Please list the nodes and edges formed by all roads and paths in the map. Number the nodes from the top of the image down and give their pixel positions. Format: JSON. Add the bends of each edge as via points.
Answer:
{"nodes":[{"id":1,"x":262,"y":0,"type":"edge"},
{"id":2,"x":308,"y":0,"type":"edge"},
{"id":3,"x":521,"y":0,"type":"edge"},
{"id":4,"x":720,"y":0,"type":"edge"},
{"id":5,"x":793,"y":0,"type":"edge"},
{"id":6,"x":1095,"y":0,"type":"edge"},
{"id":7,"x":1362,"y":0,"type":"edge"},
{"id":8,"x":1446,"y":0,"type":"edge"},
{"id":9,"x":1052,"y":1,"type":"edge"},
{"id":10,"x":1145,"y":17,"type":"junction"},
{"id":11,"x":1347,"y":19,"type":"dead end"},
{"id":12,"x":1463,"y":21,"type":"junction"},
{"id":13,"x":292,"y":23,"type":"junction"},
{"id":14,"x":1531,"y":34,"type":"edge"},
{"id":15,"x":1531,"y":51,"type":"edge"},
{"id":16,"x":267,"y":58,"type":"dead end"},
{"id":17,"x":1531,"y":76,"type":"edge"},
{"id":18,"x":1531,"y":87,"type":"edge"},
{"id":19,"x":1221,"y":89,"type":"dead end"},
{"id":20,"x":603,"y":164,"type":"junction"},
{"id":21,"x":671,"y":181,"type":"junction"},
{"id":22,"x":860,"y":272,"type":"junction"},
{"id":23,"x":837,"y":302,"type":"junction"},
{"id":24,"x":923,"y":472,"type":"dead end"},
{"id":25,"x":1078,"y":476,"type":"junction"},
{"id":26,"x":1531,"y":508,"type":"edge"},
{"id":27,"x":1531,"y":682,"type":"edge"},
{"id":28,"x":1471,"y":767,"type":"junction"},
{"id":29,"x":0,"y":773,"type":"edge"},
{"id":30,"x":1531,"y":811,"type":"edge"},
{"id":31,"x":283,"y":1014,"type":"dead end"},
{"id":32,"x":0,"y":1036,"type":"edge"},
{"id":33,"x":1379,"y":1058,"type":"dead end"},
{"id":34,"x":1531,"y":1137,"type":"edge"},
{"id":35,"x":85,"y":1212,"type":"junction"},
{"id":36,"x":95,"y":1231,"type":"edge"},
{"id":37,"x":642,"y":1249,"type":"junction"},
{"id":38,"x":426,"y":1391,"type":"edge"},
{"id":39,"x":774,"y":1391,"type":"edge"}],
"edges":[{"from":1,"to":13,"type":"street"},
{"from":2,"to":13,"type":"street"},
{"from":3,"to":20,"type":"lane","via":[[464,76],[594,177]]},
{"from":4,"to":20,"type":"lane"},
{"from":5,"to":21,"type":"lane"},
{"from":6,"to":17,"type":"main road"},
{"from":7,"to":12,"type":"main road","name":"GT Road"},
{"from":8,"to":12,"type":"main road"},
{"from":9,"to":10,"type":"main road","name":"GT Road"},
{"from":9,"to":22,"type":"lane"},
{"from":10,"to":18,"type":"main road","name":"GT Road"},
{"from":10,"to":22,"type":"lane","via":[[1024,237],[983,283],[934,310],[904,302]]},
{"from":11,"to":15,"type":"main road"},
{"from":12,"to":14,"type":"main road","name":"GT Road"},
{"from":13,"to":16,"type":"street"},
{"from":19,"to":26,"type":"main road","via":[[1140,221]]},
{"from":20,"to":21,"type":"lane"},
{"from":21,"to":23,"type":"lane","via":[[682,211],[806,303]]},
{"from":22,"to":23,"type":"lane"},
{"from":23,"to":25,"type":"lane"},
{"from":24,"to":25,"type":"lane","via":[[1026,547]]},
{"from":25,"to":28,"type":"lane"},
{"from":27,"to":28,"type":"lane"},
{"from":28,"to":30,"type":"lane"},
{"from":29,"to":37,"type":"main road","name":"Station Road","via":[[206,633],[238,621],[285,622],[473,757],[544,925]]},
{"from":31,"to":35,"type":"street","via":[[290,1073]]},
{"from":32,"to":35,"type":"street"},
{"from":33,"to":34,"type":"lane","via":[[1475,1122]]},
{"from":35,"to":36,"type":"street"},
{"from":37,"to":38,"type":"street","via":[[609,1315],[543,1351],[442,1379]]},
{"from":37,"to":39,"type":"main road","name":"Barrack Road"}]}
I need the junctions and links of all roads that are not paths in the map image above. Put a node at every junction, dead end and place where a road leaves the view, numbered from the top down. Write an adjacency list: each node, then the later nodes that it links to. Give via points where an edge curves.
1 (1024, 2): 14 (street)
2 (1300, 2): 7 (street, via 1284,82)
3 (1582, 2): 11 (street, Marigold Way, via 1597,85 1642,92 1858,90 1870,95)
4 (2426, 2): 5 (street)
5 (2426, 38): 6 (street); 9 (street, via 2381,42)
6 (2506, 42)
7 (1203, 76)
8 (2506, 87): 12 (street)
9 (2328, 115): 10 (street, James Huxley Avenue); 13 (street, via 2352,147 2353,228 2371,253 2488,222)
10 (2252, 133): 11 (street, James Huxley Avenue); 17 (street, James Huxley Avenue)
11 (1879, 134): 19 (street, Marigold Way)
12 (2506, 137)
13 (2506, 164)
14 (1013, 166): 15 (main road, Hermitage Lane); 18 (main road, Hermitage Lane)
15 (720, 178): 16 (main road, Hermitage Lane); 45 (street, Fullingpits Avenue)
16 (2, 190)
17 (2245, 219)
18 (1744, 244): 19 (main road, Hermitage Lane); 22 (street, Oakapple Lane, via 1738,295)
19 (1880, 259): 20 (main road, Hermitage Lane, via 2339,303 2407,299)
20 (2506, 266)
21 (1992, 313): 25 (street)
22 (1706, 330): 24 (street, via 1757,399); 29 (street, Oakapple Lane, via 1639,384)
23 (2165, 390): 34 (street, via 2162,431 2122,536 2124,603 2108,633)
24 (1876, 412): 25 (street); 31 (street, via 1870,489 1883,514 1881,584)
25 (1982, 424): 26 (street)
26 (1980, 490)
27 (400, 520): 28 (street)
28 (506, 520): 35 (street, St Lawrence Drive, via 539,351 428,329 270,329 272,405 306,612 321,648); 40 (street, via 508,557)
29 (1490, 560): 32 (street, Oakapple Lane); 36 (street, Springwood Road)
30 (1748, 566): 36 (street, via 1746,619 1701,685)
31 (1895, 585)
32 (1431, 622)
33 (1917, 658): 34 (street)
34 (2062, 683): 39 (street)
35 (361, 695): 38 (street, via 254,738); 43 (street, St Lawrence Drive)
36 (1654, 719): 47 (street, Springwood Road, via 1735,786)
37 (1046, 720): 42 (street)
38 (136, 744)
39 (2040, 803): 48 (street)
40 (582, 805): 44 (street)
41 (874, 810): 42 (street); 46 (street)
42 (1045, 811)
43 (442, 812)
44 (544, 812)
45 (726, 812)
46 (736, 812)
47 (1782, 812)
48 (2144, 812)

- _Your assignment_: Write out all the material exactly.

- _Answer for the task_:
Please list the nodes and edges formed by all roads and paths in the map. Number the nodes from the top of the image down and give their pixel positions. Format: JSON. Add the bends of each edge as via points.
Answer:
{"nodes":[{"id":1,"x":262,"y":0,"type":"edge"},
{"id":2,"x":308,"y":0,"type":"edge"},
{"id":3,"x":521,"y":0,"type":"edge"},
{"id":4,"x":720,"y":0,"type":"edge"},
{"id":5,"x":793,"y":0,"type":"edge"},
{"id":6,"x":1095,"y":0,"type":"edge"},
{"id":7,"x":1362,"y":0,"type":"edge"},
{"id":8,"x":1446,"y":0,"type":"edge"},
{"id":9,"x":1052,"y":1,"type":"edge"},
{"id":10,"x":1145,"y":17,"type":"junction"},
{"id":11,"x":1347,"y":19,"type":"dead end"},
{"id":12,"x":1463,"y":21,"type":"junction"},
{"id":13,"x":292,"y":23,"type":"junction"},
{"id":14,"x":1531,"y":34,"type":"edge"},
{"id":15,"x":1531,"y":51,"type":"edge"},
{"id":16,"x":267,"y":58,"type":"dead end"},
{"id":17,"x":1531,"y":76,"type":"edge"},
{"id":18,"x":1531,"y":87,"type":"edge"},
{"id":19,"x":1221,"y":89,"type":"dead end"},
{"id":20,"x":603,"y":164,"type":"junction"},
{"id":21,"x":671,"y":181,"type":"junction"},
{"id":22,"x":860,"y":272,"type":"junction"},
{"id":23,"x":837,"y":302,"type":"junction"},
{"id":24,"x":923,"y":472,"type":"dead end"},
{"id":25,"x":1078,"y":476,"type":"junction"},
{"id":26,"x":1531,"y":508,"type":"edge"},
{"id":27,"x":1531,"y":682,"type":"edge"},
{"id":28,"x":1471,"y":767,"type":"junction"},
{"id":29,"x":0,"y":773,"type":"edge"},
{"id":30,"x":1531,"y":811,"type":"edge"},
{"id":31,"x":283,"y":1014,"type":"dead end"},
{"id":32,"x":0,"y":1036,"type":"edge"},
{"id":33,"x":1379,"y":1058,"type":"dead end"},
{"id":34,"x":1531,"y":1137,"type":"edge"},
{"id":35,"x":85,"y":1212,"type":"junction"},
{"id":36,"x":95,"y":1231,"type":"edge"},
{"id":37,"x":642,"y":1249,"type":"junction"},
{"id":38,"x":426,"y":1391,"type":"edge"},
{"id":39,"x":774,"y":1391,"type":"edge"}],
"edges":[{"from":1,"to":13,"type":"street"},
{"from":2,"to":13,"type":"street"},
{"from":3,"to":20,"type":"lane","via":[[464,76],[594,177]]},
{"from":4,"to":20,"type":"lane"},
{"from":5,"to":21,"type":"lane"},
{"from":6,"to":17,"type":"main road"},
{"from":7,"to":12,"type":"main road","name":"GT Road"},
{"from":8,"to":12,"type":"main road"},
{"from":9,"to":10,"type":"main road","name":"GT Road"},
{"from":9,"to":22,"type":"lane"},
{"from":10,"to":18,"type":"main road","name":"GT Road"},
{"from":10,"to":22,"type":"lane","via":[[1024,237],[983,283],[934,310],[904,302]]},
{"from":11,"to":15,"type":"main road"},
{"from":12,"to":14,"type":"main road","name":"GT Road"},
{"from":13,"to":16,"type":"street"},
{"from":19,"to":26,"type":"main road","via":[[1140,221]]},
{"from":20,"to":21,"type":"lane"},
{"from":21,"to":23,"type":"lane","via":[[682,211],[806,303]]},
{"from":22,"to":23,"type":"lane"},
{"from":23,"to":25,"type":"lane"},
{"from":24,"to":25,"type":"lane","via":[[1026,547]]},
{"from":25,"to":28,"type":"lane"},
{"from":27,"to":28,"type":"lane"},
{"from":28,"to":30,"type":"lane"},
{"from":29,"to":37,"type":"main road","name":"Station Road","via":[[206,633],[238,621],[285,622],[473,757],[544,925]]},
{"from":31,"to":35,"type":"street","via":[[290,1073]]},
{"from":32,"to":35,"type":"street"},
{"from":33,"to":34,"type":"lane","via":[[1475,1122]]},
{"from":35,"to":36,"type":"street"},
{"from":37,"to":38,"type":"street","via":[[609,1315],[543,1351],[442,1379]]},
{"from":37,"to":39,"type":"main road","name":"Barrack Road"}]}
I need the junctions and links of all roads that are not paths in the map image above. Put a node at every junction, dead end and place where a road leaves the view, numbered from the top down. Write an adjacency list: each node, then the later nodes that it links to. Give via points where an edge curves.
1 (1024, 2): 14 (street)
2 (1300, 2): 7 (street, via 1284,82)
3 (1582, 2): 11 (street, Marigold Way, via 1597,85 1642,92 1858,90 1870,95)
4 (2426, 2): 5 (street)
5 (2426, 38): 6 (street); 9 (street, via 2381,42)
6 (2506, 42)
7 (1203, 76)
8 (2506, 87): 12 (street)
9 (2328, 115): 10 (street, James Huxley Avenue); 13 (street, via 2352,147 2353,228 2371,253 2488,222)
10 (2252, 133): 11 (street, James Huxley Avenue); 17 (street, James Huxley Avenue)
11 (1879, 134): 19 (street, Marigold Way)
12 (2506, 137)
13 (2506, 164)
14 (1013, 166): 15 (main road, Hermitage Lane); 18 (main road, Hermitage Lane)
15 (720, 178): 16 (main road, Hermitage Lane); 45 (street, Fullingpits Avenue)
16 (2, 190)
17 (2245, 219)
18 (1744, 244): 19 (main road, Hermitage Lane); 22 (street, Oakapple Lane, via 1738,295)
19 (1880, 259): 20 (main road, Hermitage Lane, via 2339,303 2407,299)
20 (2506, 266)
21 (1992, 313): 25 (street)
22 (1706, 330): 24 (street, via 1757,399); 29 (street, Oakapple Lane, via 1639,384)
23 (2165, 390): 34 (street, via 2162,431 2122,536 2124,603 2108,633)
24 (1876, 412): 25 (street); 31 (street, via 1870,489 1883,514 1881,584)
25 (1982, 424): 26 (street)
26 (1980, 490)
27 (400, 520): 28 (street)
28 (506, 520): 35 (street, St Lawrence Drive, via 539,351 428,329 270,329 272,405 306,612 321,648); 40 (street, via 508,557)
29 (1490, 560): 32 (street, Oakapple Lane); 36 (street, Springwood Road)
30 (1748, 566): 36 (street, via 1746,619 1701,685)
31 (1895, 585)
32 (1431, 622)
33 (1917, 658): 34 (street)
34 (2062, 683): 39 (street)
35 (361, 695): 38 (street, via 254,738); 43 (street, St Lawrence Drive)
36 (1654, 719): 47 (street, Springwood Road, via 1735,786)
37 (1046, 720): 42 (street)
38 (136, 744)
39 (2040, 803): 48 (street)
40 (582, 805): 44 (street)
41 (874, 810): 42 (street); 46 (street)
42 (1045, 811)
43 (442, 812)
44 (544, 812)
45 (726, 812)
46 (736, 812)
47 (1782, 812)
48 (2144, 812)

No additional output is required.